▶ **AVAILABLE RECORDS**:
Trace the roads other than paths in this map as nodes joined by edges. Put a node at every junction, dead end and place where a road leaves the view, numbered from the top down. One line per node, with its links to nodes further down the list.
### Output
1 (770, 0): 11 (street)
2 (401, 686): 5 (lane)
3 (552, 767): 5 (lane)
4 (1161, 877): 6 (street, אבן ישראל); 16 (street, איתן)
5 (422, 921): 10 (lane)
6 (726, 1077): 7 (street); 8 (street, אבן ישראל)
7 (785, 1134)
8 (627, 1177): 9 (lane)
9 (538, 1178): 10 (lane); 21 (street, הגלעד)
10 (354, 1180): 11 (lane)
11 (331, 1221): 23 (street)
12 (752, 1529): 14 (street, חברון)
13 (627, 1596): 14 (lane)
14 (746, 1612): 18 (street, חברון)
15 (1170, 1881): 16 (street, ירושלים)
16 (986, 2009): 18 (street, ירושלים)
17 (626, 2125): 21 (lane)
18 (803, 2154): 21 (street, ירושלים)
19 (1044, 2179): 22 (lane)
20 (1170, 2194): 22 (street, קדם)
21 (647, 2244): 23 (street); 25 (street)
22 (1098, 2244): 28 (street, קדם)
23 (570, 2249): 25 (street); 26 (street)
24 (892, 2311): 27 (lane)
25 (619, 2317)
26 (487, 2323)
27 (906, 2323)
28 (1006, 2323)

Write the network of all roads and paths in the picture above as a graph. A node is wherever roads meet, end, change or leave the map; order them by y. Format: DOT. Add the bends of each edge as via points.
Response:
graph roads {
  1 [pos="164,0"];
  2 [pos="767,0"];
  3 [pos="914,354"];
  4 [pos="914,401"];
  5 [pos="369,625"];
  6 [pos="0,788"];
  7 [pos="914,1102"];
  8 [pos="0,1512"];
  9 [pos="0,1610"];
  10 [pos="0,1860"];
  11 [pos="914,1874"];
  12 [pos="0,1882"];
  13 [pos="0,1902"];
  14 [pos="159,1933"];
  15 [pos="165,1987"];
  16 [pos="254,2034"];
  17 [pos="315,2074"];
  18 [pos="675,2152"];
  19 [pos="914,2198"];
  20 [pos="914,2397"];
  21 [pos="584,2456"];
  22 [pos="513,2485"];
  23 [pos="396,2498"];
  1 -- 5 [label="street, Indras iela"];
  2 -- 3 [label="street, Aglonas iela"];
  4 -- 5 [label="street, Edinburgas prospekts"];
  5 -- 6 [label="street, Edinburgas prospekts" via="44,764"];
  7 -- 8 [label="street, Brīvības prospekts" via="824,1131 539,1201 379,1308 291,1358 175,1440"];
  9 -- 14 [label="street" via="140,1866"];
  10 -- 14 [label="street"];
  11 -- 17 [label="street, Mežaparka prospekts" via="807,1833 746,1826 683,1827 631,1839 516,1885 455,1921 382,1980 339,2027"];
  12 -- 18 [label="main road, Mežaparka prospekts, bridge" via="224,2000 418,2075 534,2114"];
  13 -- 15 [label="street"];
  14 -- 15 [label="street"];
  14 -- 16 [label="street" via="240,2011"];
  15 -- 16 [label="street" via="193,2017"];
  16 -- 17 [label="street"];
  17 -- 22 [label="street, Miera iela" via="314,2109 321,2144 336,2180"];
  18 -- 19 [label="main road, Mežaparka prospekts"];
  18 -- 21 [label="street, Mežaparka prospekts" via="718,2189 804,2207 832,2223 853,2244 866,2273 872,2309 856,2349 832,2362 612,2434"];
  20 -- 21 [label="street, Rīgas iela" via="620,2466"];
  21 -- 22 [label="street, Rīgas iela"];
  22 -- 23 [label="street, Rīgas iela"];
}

▶ **REQUIRED ACTION**: Where a line of the listing contains the word "node", it counts toward the total; say how many lines that makes, giving the number alone.

▶ **WRITTEN ANSWER**: 2